OS test. At this point, I was beginning to suspect something was going on with Windows and I needed a way to rule that out. I’ve dabbled with Linux over the years and enjoy it very much but never made the switch for long because I always end up needing tools that aren’t easily used outside of Windows/Mac, such as the Adobe suite. An easy way to try visual Linux is to burn a DVD with (or save to a USB drive) Ubuntu or similar and boot from that. It won’t load as quickly but you can play around with the OS. I did this and left it running for several hours, loading lots of tabs in multiple browser windows, and filling RAM up with running apps. I mounted multiple hard drives and loaded files from them but didn’t experience any of the same slowdowns I suffered from Windows 10.
Start over? This is about where I started thinking seriously about replacing the whole system. I created a spreadsheet to compare prices for two very nice systems, Intel vs.
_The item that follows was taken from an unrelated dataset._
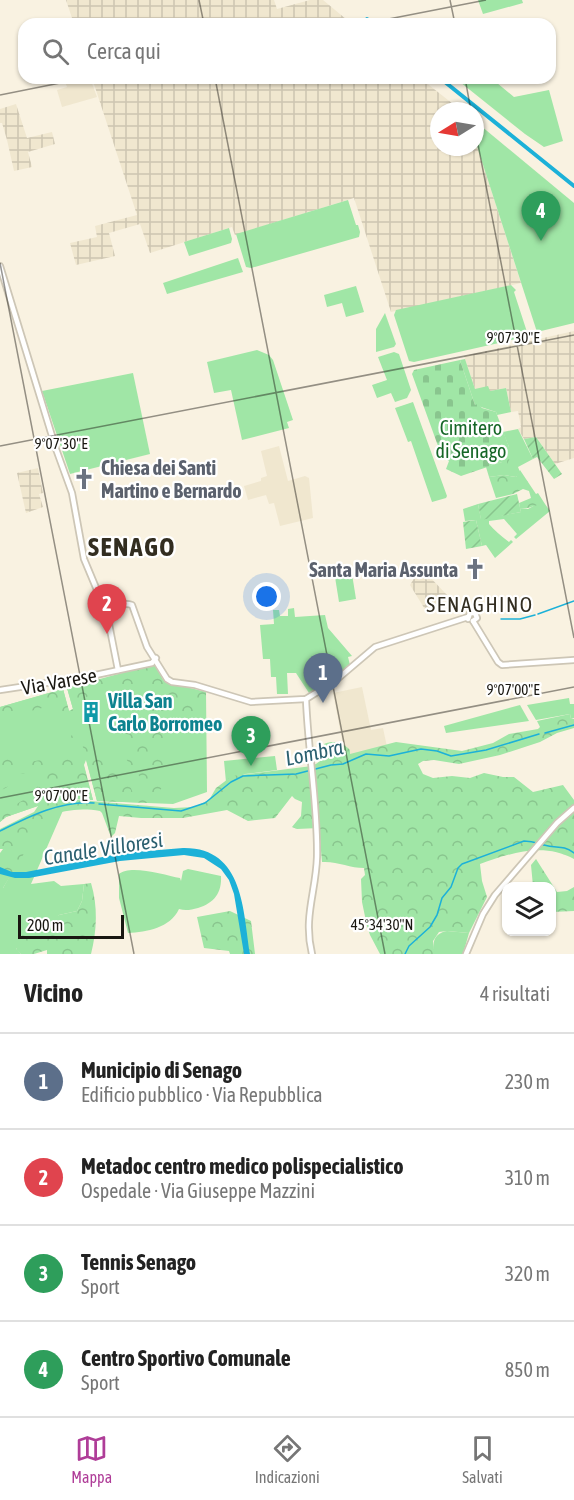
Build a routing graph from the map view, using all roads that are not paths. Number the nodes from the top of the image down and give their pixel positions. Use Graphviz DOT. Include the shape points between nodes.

AMD. I didn’t want to spend the money (I never do) but was looking forward to the bump in features, such as onboard USB 3.2 type C, higher maximum RAM (64/128GB Intel/AMD), and M.2 NVME SSD capabilities. The AMD variat, which was suprisingly more expensive than Intel, also offered Bluetooth 5 and PCI 4, which theoretically allows for a huge boost in throughput performance, almost 10 times faster than my current SSD drives. CPU and memory performance would be higher, of course. I looked at an Intel i7-9700K Coffee Lake processor and also the AMD Ryzen 7 3700X, both running at 3.6 Ghz with 8 cores and 16 threads. But with prices ranging from $1200-$1400 for a custom build, I decided to try a little harder to fix my current PC’s problems.
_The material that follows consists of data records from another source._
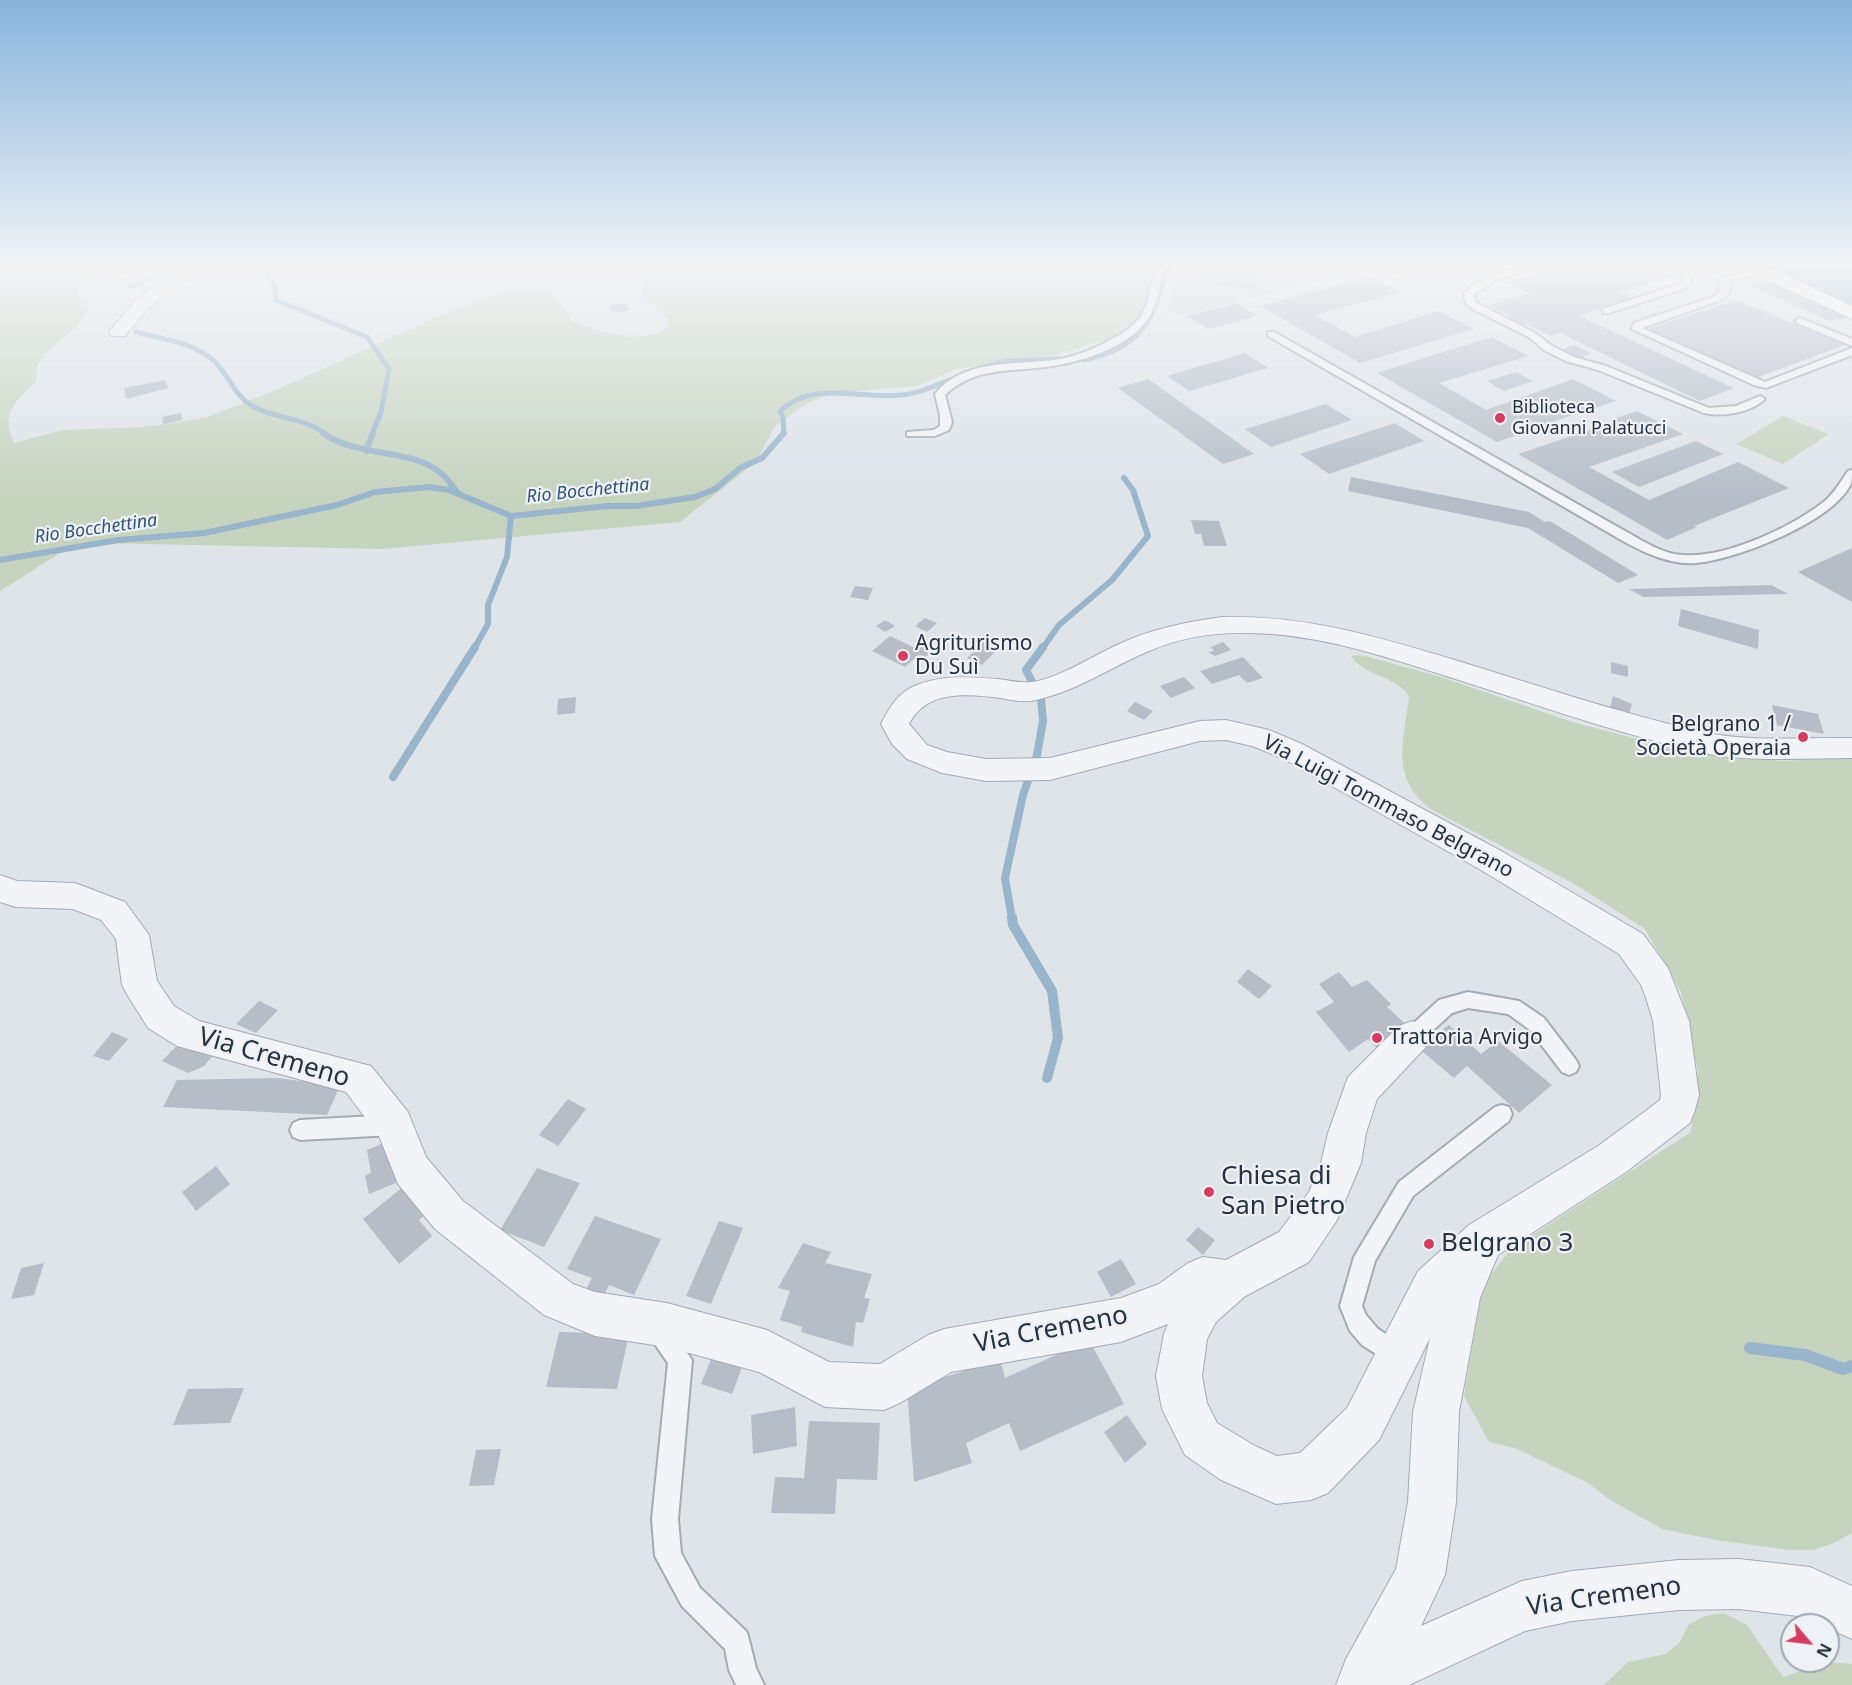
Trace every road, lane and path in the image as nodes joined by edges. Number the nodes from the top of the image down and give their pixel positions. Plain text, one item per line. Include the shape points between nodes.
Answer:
1 (1114, 342) edge
2 (1284, 342) edge
3 (1540, 342) edge
4 (1666, 342) edge
5 (1852, 351) edge
6 (1760, 399) dead end
7 (911, 434) dead end
8 (1852, 473) edge
9 (1852, 748) edge
10 (0, 888) edge
11 (1412, 1037) joint
12 (1569, 1066) dead end
13 (1502, 1114) dead end
14 (394, 1125) junction
15 (300, 1130) dead end
16 (1484, 1240) junction
17 (1229, 1282) junction
18 (667, 1325) junction
19 (1398, 1356) junction
20 (1852, 1613) edge
21 (1361, 1683) edge
22 (750, 1685) edge

1 - 7 lane via 1068,360 967,376 940,394 947,427 938,433
2 - 8 lane via 1620,534 1653,552 1682,560 1713,558 1791,527 1831,502
3 - 6 lane via 1570,359 1707,411 1739,409
4 - 5 lane via 1766,385
9 - 16 street, Via Luigi Tommaso Belgrano via 1733,747 1695,741 1360,640 1269,624 1215,627 1162,637 1070,681 1027,692 978,687 931,689 913,697 899,711 895,724 917,752 942,762 986,770 1050,769 1200,731 1226,730 1259,737 1292,751 1492,861 1631,944 1656,978 1671,1021 1680,1095 1676,1110 1612,1159
10 - 14 street, Via Cremeno via 16,894 75,896 113,911 132,935 140,985 161,1017 190,1035 358,1078
11 - 12 lane via 1446,1006 1468,1000 1512,1007 1537,1024
11 - 17 street via 1361,1089 1341,1163 1323,1206 1294,1247
13 - 19 lane via 1406,1189 1365,1257 1351,1306 1370,1337
14 - 15 lane
14 - 18 street, Via Cremeno via 412,1170 449,1215 559,1300 595,1314
16 - 19 street, Via Luigi Tommaso Belgrano via 1433,1286
16 - 21 street, Via Cremeno via 1459,1297 1437,1412 1432,1502 1420,1575
17 - 18 street, Via Cremeno via 1203,1278 1172,1300 1121,1320 944,1351 884,1387 825,1384 767,1352
17 - 19 street, Via Luigi Tommaso Belgrano via 1200,1307 1186,1334 1179,1376 1185,1409 1201,1439 1238,1463 1276,1480 1311,1476 1364,1424
18 - 22 lane via 664,1340 680,1360 665,1520 668,1556 691,1597 737,1642
20 - 21 street, Via Cremeno via 1810,1592 1739,1584 1679,1585 1572,1596 1522,1605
There are 1,000 things that could be causing the slowdown and I didn’t have time to try and track them all down so I decided I’d take one of my 500 GB SSD drives and reinstall Windows. I also had a spare 256 GB SSD drive that I planned to use for a backup Ubuntu OS. In a pinch, much of what I do could be done in Ubuntu and it would be fun to have it to play around with and learn more about Linux, even with the graphical UI. I began documenting all of the apps I would need to reinstall (over 40 I use regularly, not including suites) and copying any files I wanted to keep from the C drive, such as the huge Documents folder.

This is where I may have lucked into the solution, though I’m still not sure of the cause. While clicking through the Windows 10 C drive I discovered the pagefile.sys, the file Windows uses in conjunction with RAM for memory operations, was over 50GB. I guess that’s not so unusual when you have 16GB of physical RAM (1.5 x physical RAM is the guideline) but it appeared to be resized frequently. It seems to me it would take quite a while to keep building a 50GB file. I did some research and found that lots of people changed pagefile management to manual and reduced the size. I reduced mine to 1.5 GB minimum and 4 GB maximum and set the location to the OS drive only. After rebooting I didn’t encounter the slowdown most of the time again. I stress-tested the system and was able to repeat the slowdown. It seems to be happening when the pagefile size changes. If it happens again I may just change the minimum and maximum size to be the same to see if that helps.

So progress, if not a permanent solution. I did create a separate drive for Ubuntu so I have that as a backup now. Since you can’t easily have two active boot drives at one time I installed a hard drive power switch module that allows me to turn individual drives on and off prior to starting the computer. So far I’ve had success with the PELOTE HD-PW4101 for around $22 on Amazon.
Hopefully, I can put off the major upgrade until next year.